Archive for January, 2016

by: Elizabeth Keller

 

Everyone is aware of the benefits of professional licensing for Fire Protection Engineers; however, few people consider the cost (time and money) for maintaining licensure.  Although the benefits far outweigh the costs, there is an opportunity for improvement in the licensing system that would greatly streamline license maintenance.

A professional engineer must meet the engineering licensure requirements in each state in which the professional engineer seeks to practice.  Most states allow licensure by comity if a professional engineer is already licensed in another state with requirements at least equal to those in the state in which licensure is being sought.  Fire Protection Engineers are always in demand and are increasingly crossing state lines and finding the need to be licensed not just in one state, but in many.  Sounds great, doesn’t it?

The issue is that most states require continuing education prior to the renewal of an engineering license.  Continuing education requirements are not uniform across the states and unlike the more streamlined comity application process, very few recognize the requirements for continuing education via comity.  Renewal periods range from annual to triennial, and the number of continuing education hours ranges from zero to thirty-six (36) or more per renewal period.  It is up to the licensee to keep track of their continuing education hours (also called professional development hours in some states) and to present a log of activities to the licensing board upon request.

Imagine being licensed in more than ten states.  No two of your licenses expire in the same month and different requirements must be satisfied for each.  How do you balance that?  Do you fulfill the requirements of the most demanding state and know that the others are then taken care of?  Unfortunately, it’s not that simple.

Not only do different states have different hour requirements, they also have specialty requirements, such as the need for “live” training, multiple categories for activities with specific limits on each category, and requirements for state specific courses in ethics and rules and regulations.  You could complete all of the continuing education activities required for one state, and still only be halfway to completion in another state.

So why are all of the requirements different?  Well, the simple answer is that’s just the way it is.  Professional licensing boards are all made up of representatives from the state they represent.  They are empowered by the laws of their state and they research, propose, and vote on amendments to their regulations on a state board basis.  Although one state may look at another’s process, there is no real crossover.

What about NCEES you ask?  The National Council of Examiners for Engineering and Surveying (NCEES) published model Continuing Professional Competency (CPC) Guidelines in 2008 for the use of state licensure boards in developing state specific requirements for continuing education.  Many pieces of the NCEES CPC guidelines can be found in state laws and regulation across the country, but boards can pick and choose the pieces that ultimately become incorporated.  If all states used the NCEES CPC guidelines, it would even the playing field and make complying with continuing education requirements a much simpler process.
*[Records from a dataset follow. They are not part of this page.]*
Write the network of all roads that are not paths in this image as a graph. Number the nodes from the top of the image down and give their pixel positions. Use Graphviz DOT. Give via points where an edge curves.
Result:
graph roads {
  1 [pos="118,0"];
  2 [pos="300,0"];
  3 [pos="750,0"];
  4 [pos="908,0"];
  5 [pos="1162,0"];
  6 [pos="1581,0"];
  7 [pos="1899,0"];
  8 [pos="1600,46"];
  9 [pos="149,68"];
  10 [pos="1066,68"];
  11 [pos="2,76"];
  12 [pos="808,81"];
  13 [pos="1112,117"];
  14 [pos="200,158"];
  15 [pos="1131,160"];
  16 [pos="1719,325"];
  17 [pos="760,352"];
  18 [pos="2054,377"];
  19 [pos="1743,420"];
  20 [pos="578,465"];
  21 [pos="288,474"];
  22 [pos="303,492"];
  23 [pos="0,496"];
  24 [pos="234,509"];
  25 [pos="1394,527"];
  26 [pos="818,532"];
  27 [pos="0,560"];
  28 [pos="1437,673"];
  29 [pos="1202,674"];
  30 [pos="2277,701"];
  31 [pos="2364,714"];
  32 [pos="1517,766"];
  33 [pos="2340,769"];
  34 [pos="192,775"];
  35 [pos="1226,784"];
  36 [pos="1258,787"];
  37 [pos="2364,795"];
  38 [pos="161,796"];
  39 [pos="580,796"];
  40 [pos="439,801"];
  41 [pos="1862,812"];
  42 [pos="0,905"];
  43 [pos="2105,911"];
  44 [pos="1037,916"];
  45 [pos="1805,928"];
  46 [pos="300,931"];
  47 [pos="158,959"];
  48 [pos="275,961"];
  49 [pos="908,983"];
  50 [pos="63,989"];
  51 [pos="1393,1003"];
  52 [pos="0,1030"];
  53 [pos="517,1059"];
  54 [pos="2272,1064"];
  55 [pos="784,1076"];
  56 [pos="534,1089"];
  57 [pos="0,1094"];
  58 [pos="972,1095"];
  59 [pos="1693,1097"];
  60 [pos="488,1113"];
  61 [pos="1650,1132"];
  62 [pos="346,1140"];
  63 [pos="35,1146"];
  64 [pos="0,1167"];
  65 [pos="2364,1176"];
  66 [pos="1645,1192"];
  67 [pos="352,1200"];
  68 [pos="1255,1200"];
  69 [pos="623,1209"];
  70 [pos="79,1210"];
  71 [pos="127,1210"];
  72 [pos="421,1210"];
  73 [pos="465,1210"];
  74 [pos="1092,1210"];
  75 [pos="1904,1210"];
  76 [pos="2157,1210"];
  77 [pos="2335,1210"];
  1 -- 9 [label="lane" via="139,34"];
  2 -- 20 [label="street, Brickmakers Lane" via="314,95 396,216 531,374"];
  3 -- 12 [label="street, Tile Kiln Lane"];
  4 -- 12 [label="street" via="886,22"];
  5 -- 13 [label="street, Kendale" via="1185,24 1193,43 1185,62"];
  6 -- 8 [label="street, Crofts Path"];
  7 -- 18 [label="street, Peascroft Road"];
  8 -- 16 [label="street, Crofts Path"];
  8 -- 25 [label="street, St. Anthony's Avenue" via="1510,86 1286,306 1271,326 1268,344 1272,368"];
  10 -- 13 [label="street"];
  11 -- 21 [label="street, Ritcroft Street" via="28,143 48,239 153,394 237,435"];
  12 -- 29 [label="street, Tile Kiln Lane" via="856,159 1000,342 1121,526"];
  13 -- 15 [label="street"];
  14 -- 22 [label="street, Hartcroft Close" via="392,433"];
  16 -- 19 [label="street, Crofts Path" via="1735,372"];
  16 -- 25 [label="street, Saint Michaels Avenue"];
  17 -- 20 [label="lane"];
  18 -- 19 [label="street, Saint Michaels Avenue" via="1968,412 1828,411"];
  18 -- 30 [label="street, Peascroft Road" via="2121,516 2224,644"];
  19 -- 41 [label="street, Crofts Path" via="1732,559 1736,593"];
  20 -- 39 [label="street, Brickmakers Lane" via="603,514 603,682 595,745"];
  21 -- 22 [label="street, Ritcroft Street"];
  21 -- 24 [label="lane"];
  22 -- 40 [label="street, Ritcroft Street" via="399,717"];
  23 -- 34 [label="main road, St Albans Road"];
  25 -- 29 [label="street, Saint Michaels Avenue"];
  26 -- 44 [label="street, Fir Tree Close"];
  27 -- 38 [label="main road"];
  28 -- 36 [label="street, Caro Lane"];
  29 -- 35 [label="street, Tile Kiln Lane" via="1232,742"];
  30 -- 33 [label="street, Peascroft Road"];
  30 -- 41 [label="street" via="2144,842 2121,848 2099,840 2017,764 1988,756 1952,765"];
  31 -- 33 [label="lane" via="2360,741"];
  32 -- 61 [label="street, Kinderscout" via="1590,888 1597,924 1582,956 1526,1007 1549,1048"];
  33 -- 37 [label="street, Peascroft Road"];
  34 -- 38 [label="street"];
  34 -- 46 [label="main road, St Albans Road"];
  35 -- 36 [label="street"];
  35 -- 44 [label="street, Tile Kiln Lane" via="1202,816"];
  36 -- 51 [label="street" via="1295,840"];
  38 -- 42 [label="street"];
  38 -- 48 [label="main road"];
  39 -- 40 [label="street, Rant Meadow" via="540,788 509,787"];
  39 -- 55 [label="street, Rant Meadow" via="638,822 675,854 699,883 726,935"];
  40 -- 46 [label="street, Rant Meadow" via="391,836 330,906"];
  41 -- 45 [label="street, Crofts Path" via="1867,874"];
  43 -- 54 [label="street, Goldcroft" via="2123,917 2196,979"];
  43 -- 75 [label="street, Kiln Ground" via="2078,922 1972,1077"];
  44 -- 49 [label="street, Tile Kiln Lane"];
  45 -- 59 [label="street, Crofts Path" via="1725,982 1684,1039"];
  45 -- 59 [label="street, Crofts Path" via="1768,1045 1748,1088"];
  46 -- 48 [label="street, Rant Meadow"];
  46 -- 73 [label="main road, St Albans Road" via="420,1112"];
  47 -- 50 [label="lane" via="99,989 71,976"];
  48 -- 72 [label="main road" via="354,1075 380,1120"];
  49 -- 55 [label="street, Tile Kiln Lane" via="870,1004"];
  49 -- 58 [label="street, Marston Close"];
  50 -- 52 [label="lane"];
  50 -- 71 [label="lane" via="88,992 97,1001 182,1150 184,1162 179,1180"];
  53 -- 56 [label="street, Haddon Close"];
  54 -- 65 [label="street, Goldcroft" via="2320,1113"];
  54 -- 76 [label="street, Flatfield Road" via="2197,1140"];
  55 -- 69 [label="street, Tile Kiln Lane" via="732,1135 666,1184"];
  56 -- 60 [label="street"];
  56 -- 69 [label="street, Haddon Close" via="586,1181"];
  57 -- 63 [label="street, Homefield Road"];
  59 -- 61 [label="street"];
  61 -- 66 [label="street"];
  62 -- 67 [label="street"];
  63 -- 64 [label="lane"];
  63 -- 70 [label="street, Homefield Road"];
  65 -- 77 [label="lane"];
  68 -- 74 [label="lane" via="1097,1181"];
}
One idea that could easily streamline this process is a national licensing board for engineers.  Currently, NCEES plays a large role in the licensing of engineers for every state and every prospective engineer generally follows the same four major steps:

  1. Earn a degree from an ABET accredited engineering program.
  2. Pass the Fundamentals of Engineering (FE) exam.
  3. Gain acceptable work experience (typically a minimum of four years).
  4. Pass the Professional Engineer (PE) exam in the appropriate discipline.

What is the benefit to having each state manage application approval when a national council is really managing the application process?  Perhaps the benefit is in the details, but this is not certain.  This is a debate that has many sides and deserves more research.

Overall, the professional engineering licensure system could be well served by a reset and reboot.  As more states adopt continuing education requirements and more engineers cross state lines in the name of business, a better and better case can be made for the development of national guidelines and somewhere in the future, perhaps even a national licensure board.